Holly shrugged: Why Holly Lavesser left cyclocross
All those things that never happen to female athletes keep happening to cyclist Holly Lavesser. So she did the thing that female athletes supposedly never do: she left.
Over the last 60 years, a succession of female athletes cleared the path for women at the top of their sports, prompting the growth of athletic development pathways for girls, establishing the female category in sports. Today, one female athlete is making way for mediocre men to reach the top of her former sport, in the hope that it will help restore and protect the female category.
That's part of Holly Lavesser's motivation for leaving cyclocross racing. The other is selfish, in a reductio ad absurdum kind of way: "I have no interest in racing men."
When she has raced against men - always in the female category - Lavesser has finished both above and below them on the results page. But her ability is beside the point. Even when Lavesser stands above trans-identifying males on the medal stand, she can't evade the multiple injustices of the situation. For starters, someone who shouldn't be on the podium is: the male. And someone who should be on the podium isn't: a female, feeling dejected, deficient, or, if she knew the truth about her opponents, shafted.
Not that it would matter if the man wasn't on the podium, or if he finished the race DFL. "I don't like to show up to a line where I know there's a male," Lavesser says. "That puts additional stress and frustration on me when I should be focused on the race itself and what I need to do."
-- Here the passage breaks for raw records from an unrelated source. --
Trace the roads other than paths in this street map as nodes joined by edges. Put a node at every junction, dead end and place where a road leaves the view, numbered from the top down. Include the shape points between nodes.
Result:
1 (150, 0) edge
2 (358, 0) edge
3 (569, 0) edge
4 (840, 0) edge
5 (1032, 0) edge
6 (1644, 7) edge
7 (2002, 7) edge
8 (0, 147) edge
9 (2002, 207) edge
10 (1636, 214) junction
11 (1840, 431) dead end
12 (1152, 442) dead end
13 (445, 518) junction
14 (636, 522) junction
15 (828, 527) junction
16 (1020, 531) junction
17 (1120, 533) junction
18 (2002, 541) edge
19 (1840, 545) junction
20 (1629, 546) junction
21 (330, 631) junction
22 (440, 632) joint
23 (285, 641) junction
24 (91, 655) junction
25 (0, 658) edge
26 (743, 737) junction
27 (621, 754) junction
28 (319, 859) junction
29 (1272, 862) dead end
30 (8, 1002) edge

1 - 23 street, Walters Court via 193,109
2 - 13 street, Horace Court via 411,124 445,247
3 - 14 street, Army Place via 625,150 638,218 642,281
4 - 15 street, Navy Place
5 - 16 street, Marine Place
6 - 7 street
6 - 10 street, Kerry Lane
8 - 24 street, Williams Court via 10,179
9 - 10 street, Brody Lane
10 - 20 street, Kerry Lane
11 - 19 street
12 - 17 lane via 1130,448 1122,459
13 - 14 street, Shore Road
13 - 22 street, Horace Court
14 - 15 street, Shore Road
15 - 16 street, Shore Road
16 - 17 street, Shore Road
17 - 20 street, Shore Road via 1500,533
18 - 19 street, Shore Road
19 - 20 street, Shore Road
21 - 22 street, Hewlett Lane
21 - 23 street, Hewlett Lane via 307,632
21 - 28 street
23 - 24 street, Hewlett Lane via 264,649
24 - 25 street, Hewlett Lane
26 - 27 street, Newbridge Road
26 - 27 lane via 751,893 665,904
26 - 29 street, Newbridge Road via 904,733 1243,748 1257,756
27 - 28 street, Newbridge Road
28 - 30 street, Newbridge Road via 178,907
“If you saw Atlas, the giant who holds the world on his shoulders, if you saw that he stood, blood running down his chest, his knees buckling, his arms trembling but still trying to hold the world aloft with the last of his strength, and the greater his effort the heavier the world bore down upon his shoulders - what would you tell him to do?"
“I… don't know. What… could he do? What would you tell him?"
“To shrug.”
Part of the stress and frustration is the implicit intimidation for Lavesser and the other female athletes to play their part as the Stepford handmaidens of gender ideology.
When she should be thinking only about the race ahead to give herself the best chance of reaching the podium, the presence of male athletes forces Lavesser to think too many what if's ahead.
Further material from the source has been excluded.